The Clinical Director of the National Screening Unit says that the Ministry of Health is aware of the issues and is continuously improving information going to women. “However the introduction of NIPT in the future will require an overhaul of the informed choice process to enable women to make the right decision for them and their families,” says Dr O’Hallahan, who admits that her colleagues often portray a future with Down syndrome in a negative light.

Dr O’Hallahan says that the information provided is “over-medicalised” and is not a social discussion. “It does not consider the value of people with Down syndrome or the fact that these people add value to so many lives of others.”

As an example, the Director mentions her own daughter who had the privilege of following a family with a newborn with Down Syndrome during her medical studies – a lovely experience that would benefit all medical students.

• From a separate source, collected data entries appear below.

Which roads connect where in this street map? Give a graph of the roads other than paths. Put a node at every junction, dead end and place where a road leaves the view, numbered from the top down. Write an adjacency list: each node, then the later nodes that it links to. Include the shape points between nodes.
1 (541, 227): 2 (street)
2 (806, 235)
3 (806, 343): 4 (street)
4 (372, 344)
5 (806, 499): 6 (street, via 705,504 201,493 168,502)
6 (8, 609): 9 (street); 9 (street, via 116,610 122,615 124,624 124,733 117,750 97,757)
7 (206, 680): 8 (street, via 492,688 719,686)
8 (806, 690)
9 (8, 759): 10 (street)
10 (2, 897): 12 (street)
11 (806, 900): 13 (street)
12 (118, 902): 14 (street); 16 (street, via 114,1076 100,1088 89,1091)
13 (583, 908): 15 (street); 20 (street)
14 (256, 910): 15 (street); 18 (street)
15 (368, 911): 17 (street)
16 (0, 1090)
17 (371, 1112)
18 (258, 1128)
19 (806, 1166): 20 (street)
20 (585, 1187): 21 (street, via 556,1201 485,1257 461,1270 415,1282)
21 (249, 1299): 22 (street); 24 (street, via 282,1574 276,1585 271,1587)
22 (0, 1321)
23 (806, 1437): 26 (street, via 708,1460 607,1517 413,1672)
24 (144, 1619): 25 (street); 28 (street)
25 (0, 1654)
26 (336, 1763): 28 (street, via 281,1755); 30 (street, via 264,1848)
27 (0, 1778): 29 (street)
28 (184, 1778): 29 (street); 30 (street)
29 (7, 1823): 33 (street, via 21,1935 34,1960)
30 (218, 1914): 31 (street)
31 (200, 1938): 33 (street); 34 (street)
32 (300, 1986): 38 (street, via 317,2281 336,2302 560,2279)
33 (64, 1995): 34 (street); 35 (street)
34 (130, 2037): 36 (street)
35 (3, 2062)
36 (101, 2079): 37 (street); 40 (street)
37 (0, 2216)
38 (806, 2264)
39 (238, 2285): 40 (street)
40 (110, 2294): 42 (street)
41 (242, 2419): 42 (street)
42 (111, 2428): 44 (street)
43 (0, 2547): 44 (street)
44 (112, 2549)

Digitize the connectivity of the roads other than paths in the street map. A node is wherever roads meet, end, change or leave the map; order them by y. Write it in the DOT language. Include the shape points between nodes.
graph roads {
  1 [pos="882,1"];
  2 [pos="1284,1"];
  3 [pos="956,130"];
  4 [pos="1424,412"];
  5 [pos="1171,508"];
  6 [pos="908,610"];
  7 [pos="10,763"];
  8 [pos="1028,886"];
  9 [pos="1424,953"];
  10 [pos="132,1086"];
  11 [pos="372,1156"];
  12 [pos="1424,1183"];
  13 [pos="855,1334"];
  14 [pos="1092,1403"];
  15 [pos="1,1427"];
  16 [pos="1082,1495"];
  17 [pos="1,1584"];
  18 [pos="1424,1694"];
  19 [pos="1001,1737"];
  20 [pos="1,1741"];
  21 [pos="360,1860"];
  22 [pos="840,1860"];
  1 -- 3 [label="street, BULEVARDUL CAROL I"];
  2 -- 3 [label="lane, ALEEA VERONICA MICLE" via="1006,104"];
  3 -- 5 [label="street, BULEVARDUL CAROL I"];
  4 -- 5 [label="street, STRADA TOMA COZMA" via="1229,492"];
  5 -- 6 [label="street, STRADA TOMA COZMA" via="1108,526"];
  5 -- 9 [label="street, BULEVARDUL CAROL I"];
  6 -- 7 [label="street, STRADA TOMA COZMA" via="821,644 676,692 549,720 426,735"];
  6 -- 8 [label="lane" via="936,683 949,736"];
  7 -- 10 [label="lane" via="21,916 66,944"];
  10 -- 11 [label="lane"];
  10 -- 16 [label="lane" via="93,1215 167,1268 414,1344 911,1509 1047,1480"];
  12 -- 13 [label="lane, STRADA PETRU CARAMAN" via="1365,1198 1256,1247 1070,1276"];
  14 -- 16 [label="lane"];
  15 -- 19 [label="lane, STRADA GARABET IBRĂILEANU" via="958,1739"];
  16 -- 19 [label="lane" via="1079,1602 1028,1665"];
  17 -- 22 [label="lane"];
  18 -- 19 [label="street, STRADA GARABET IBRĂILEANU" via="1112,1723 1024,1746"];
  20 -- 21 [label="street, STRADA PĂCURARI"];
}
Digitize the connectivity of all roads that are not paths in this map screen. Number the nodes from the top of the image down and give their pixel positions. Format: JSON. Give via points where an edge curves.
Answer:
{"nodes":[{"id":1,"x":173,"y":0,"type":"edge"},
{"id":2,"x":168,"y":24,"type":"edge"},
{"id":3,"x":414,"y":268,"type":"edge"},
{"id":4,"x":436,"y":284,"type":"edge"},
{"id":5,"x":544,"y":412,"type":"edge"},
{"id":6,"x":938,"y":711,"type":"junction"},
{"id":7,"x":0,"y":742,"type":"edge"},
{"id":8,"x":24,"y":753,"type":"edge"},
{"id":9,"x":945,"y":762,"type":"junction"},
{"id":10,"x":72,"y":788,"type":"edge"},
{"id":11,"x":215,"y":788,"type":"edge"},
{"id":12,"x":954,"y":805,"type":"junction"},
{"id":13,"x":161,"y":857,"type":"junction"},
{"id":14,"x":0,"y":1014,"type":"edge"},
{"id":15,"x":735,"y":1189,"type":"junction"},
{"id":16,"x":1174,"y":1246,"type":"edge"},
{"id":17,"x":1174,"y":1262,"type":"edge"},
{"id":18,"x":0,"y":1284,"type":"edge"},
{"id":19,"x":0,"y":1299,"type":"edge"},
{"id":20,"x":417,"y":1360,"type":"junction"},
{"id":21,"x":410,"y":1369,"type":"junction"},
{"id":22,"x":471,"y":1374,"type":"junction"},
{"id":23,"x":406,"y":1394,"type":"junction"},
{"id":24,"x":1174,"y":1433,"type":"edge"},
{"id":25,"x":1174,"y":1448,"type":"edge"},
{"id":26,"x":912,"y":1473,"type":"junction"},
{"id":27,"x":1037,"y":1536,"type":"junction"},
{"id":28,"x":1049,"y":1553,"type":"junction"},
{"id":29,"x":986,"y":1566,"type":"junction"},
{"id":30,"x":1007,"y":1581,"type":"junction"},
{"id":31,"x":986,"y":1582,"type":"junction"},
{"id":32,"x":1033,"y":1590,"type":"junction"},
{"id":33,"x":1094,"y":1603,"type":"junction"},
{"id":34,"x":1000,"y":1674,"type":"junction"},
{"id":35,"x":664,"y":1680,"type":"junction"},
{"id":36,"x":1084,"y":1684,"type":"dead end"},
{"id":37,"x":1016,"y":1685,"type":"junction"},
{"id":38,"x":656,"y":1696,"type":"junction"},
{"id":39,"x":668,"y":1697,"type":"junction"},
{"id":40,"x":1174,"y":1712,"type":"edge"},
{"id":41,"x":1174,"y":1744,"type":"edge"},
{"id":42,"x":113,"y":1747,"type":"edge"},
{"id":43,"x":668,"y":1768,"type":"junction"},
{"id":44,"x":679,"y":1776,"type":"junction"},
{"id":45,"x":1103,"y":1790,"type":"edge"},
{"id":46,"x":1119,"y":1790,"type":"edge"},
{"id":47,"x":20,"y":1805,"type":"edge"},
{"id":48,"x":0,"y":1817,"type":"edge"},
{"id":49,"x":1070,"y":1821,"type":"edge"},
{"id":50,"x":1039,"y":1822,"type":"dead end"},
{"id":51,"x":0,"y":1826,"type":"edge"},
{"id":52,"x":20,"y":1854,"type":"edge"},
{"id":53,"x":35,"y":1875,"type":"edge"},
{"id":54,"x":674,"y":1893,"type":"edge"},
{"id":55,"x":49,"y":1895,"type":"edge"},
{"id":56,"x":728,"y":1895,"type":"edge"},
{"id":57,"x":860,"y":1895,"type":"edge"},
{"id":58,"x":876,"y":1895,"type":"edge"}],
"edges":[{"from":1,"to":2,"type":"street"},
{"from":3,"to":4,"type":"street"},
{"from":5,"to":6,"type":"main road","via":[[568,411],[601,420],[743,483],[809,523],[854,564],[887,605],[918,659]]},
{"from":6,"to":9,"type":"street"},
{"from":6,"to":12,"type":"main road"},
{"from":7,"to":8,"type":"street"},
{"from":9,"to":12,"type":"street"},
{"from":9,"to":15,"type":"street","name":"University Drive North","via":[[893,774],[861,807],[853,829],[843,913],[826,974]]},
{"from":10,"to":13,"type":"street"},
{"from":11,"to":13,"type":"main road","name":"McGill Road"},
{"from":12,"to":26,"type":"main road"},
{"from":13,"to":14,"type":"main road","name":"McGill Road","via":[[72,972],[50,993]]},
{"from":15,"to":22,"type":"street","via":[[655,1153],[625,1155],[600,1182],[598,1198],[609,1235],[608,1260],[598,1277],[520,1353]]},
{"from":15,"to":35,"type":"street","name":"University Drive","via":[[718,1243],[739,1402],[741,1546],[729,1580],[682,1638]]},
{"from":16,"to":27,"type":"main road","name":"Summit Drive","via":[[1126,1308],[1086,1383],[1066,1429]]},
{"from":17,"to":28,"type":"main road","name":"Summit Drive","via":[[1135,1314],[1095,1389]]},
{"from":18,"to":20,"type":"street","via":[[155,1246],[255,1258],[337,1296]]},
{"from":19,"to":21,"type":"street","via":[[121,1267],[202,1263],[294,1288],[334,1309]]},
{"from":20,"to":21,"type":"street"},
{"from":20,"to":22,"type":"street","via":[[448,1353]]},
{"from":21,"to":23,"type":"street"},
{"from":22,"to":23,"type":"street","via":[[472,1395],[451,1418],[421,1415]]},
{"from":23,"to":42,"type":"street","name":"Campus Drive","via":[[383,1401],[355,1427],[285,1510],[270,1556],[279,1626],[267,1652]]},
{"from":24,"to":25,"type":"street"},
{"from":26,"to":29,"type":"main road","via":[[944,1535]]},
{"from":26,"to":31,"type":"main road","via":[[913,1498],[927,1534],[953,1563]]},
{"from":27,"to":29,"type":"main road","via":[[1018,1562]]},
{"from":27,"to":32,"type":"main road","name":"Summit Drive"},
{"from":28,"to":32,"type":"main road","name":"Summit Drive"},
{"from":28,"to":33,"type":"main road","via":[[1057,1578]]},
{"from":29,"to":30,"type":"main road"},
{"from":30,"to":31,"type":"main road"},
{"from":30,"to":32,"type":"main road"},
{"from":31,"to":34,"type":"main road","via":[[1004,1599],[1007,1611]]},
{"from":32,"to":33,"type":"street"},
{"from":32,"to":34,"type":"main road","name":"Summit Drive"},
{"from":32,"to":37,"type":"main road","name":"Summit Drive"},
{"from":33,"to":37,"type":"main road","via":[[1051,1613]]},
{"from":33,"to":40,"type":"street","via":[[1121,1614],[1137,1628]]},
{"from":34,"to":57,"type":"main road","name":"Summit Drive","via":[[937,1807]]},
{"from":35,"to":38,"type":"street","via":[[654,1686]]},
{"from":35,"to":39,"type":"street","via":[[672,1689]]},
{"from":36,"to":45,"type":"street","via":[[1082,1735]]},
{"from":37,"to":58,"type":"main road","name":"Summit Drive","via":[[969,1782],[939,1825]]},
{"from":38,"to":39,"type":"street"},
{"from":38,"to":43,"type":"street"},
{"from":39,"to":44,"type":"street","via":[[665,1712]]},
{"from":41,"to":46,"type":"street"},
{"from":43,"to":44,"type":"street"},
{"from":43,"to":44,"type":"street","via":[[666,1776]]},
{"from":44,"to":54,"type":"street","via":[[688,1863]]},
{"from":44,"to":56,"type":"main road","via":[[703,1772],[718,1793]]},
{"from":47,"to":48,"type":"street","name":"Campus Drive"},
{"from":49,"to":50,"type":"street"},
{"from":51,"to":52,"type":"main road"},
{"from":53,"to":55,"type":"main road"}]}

Dr O’Hallahan says that the feedback from the NZDSA and other stakeholders on the working group had been valuable to show the social side of Down syndrome and that the National Screening Unit is more focused on counselling and providing better education for medical professionals and medical students about Down syndrome. “We are currently putting a lot of effort into giving more holistic information to give a real picture of what life with Down Syndrome is like. We are investing to give women the right information, so they can make the right decision for them and their family.”

 

ANTENATAL SCREENING

What are all the tests and what do they mean.

NT scan: Nuchal Translucency ultrasound scan performed around 12 weeks (range 11 weeks to 13 weeks, 6 days). It measures the fluid in the nuchal space at the back of the foetal neck. The old test used to combine just the scan with maternal age to give a risk of Down syndrome. Risk results are no longer provided on NT scan alone as they are less accurate compared to MSS1 or MSS2 screens. The NT scan is now only used in conjunction with the MSS1 calculation.

MSS1 screen: Maternal Serum Screening (combined blood test – 2 markers – and NT scan) performed in the first trimester of pregnancy until 13 weeks 6 days gestation. Current government funded screen, offered to all women who engage with antenatal care in the first trimester.

MSS2 screen: Maternal Serum Screening (4 marker blood test, no scan) performed between 14 weeks to 20 weeks gestation. Accuracy levels are said to be about the same as MSS1 screen, offered to all women who engaged with services too late for MSS1 screening or those who prefer not to have ultrasound scans of their pregnancy. Government funded.

NIPT (or NIPS) test: Non-Invasive Prenatal Screening. Blood test only (new blood test which is different to MSS1), is said to be 99+% accuracy. Currently not government funded in New Zealand and expensive.

Amniocentesis: diagnostic test in which a needle under ultrasound guidance is used to draw fluid from around the foetus. This fluid contains foetal cells which are used to look at chromosomes to see if Trisomy 21 (Down Syndrome) exists. Carries a risk of miscarriage of 0.5 to 1.0% (1:100 – 1:200).